***** Exercise inputs

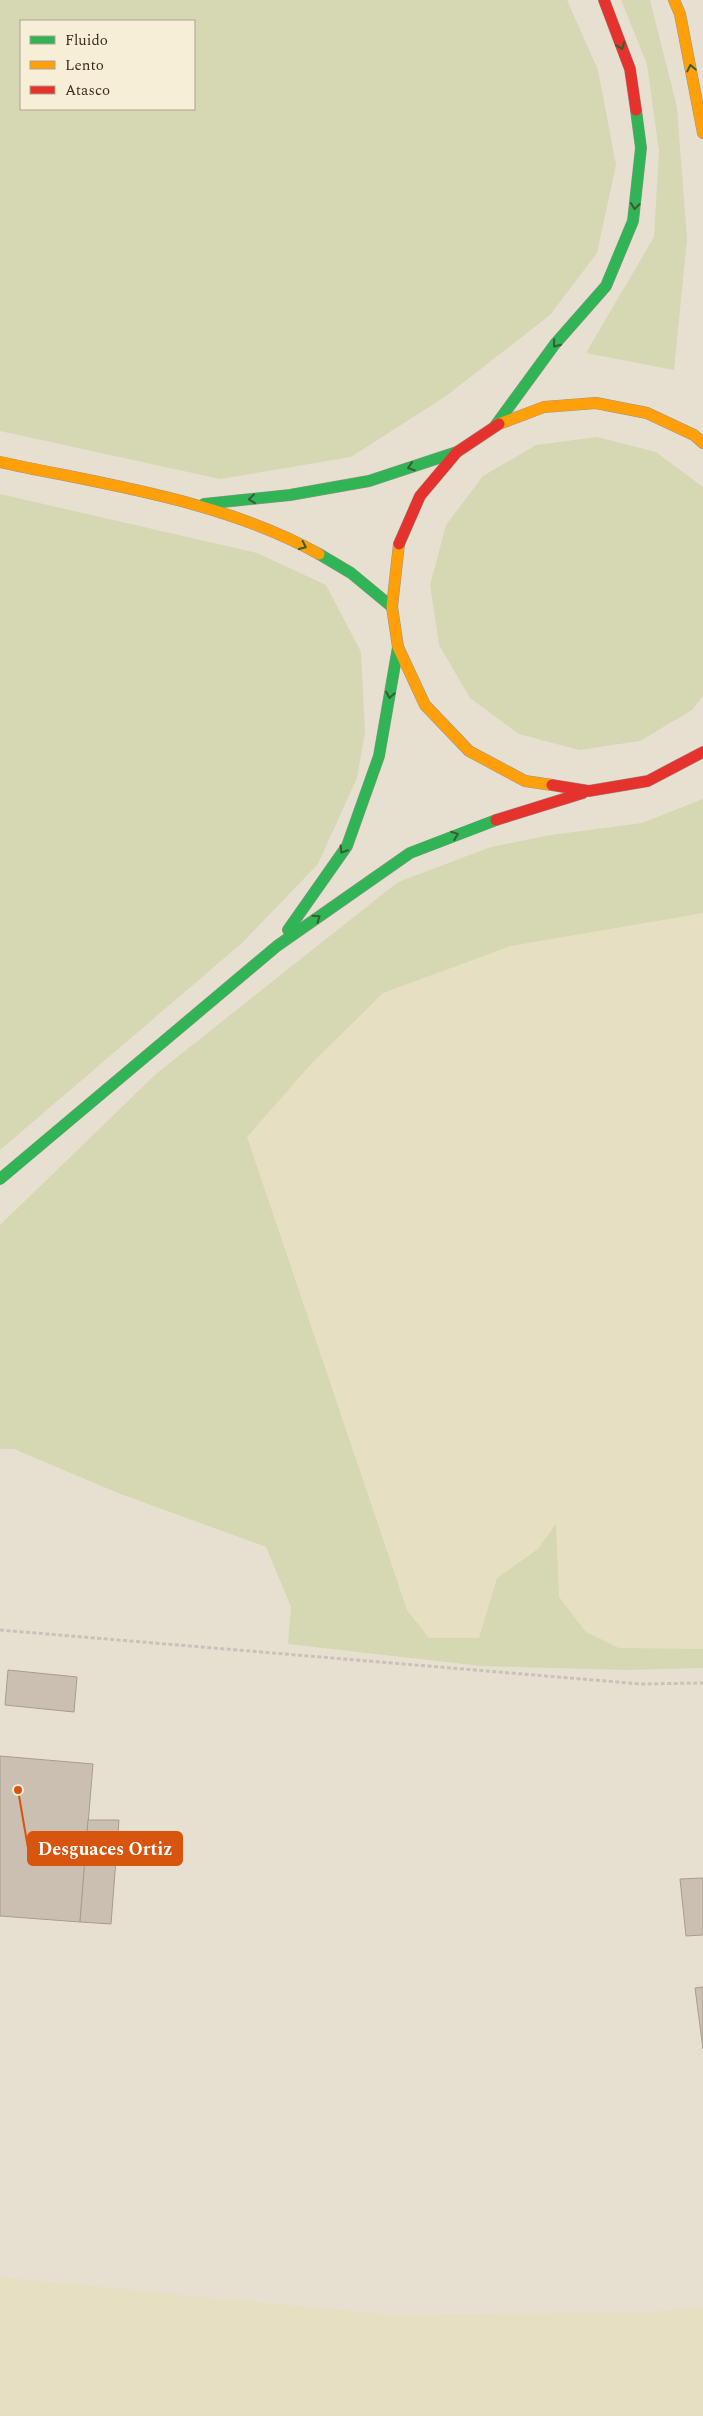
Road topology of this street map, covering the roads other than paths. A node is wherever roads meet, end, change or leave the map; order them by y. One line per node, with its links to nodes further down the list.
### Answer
1 (604, 0): 4 (main road, one-way to 4)
2 (674, 0): 3 (main road, one-way to 2)
3 (703, 133)
4 (495, 426): 5 (main road); 6 (main road)
5 (703, 443)
6 (457, 452): 8 (main road, one-way to 8); 9 (main road)
7 (0, 462): 8 (main road)
8 (192, 505): 9 (main road, one-way to 9)
9 (392, 607): 10 (main road)
10 (398, 647): 12 (main road); 13 (main road, one-way to 13)
11 (703, 752): 12 (main road)
12 (589, 791): 13 (main road, one-way to 12)
13 (277, 946): 14 (main road)
14 (0, 1179)

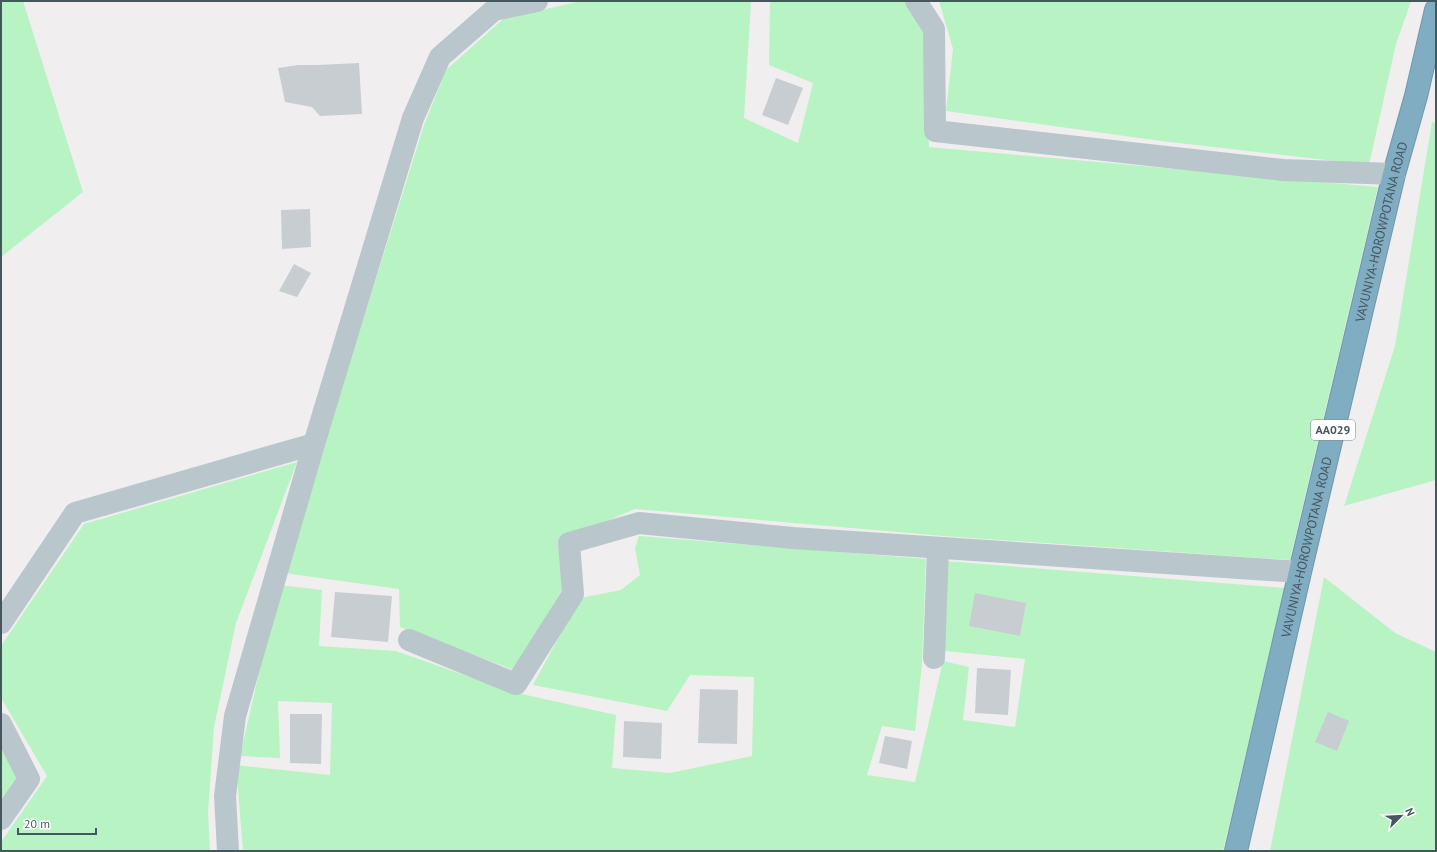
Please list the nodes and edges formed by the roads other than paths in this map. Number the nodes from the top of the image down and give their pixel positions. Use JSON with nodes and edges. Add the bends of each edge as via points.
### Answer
{"nodes":[{"id":1,"x":537,"y":1,"type":"edge"},
{"id":2,"x":916,"y":1,"type":"edge"},
{"id":3,"x":1436,"y":10,"type":"edge"},
{"id":4,"x":1394,"y":174,"type":"junction"},
{"id":5,"x":314,"y":444,"type":"junction"},
{"id":6,"x":938,"y":548,"type":"junction"},
{"id":7,"x":1300,"y":572,"type":"junction"},
{"id":8,"x":1,"y":624,"type":"edge"},
{"id":9,"x":409,"y":640,"type":"dead end"},
{"id":10,"x":934,"y":658,"type":"dead end"},
{"id":11,"x":1,"y":724,"type":"edge"},
{"id":12,"x":1,"y":819,"type":"edge"},
{"id":13,"x":228,"y":851,"type":"edge"},
{"id":14,"x":1236,"y":851,"type":"edge"}],
"edges":[{"from":1,"to":5,"type":"street","via":[[494,10],[440,57],[413,118]]},
{"from":2,"to":4,"type":"street","via":[[934,29],[935,131],[1283,170]]},
{"from":3,"to":4,"type":"highway","name":"VAVUNIYA-HOROWPOTANA ROAD","number":"AA029"},
{"from":4,"to":7,"type":"highway","name":"VAVUNIYA-HOROWPOTANA ROAD","number":"AA029"},
{"from":5,"to":8,"type":"street","via":[[75,513]]},
{"from":5,"to":13,"type":"street","via":[[234,716],[225,796]]},
{"from":6,"to":7,"type":"street"},
{"from":6,"to":9,"type":"street","via":[[793,538],[639,523],[569,543],[573,594],[516,684]]},
{"from":6,"to":10,"type":"street"},
{"from":7,"to":14,"type":"highway","name":"VAVUNIYA-HOROWPOTANA ROAD","number":"AA029"},
{"from":11,"to":12,"type":"street","via":[[30,779]]}]}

**********

# Goal of the exercise
Copy the lines exactly as they appear from the opening of the entries above through the line with "Please list the", excluding all pictures.

# Response for this exercise
Road topology of this street map, covering the roads other than paths. A node is wherever roads meet, end, change or leave the map; order them by y. One line per node, with its links to nodes further down the list.
### Answer
1 (604, 0): 4 (main road, one-way to 4)
2 (674, 0): 3 (main road, one-way to 2)
3 (703, 133)
4 (495, 426): 5 (main road); 6 (main road)
5 (703, 443)
6 (457, 452): 8 (main road, one-way to 8); 9 (main road)
7 (0, 462): 8 (main road)
8 (192, 505): 9 (main road, one-way to 9)
9 (392, 607): 10 (main road)
10 (398, 647): 12 (main road); 13 (main road, one-way to 13)
11 (703, 752): 12 (main road)
12 (589, 791): 13 (main road, one-way to 12)
13 (277, 946): 14 (main road)
14 (0, 1179)

Please list the nodes and edges formed by the roads other than paths in this map. Number the nodes from the top of the image down and give their pixel positions. Use JSON with nodes and edges. Add the bends of each edge as via points.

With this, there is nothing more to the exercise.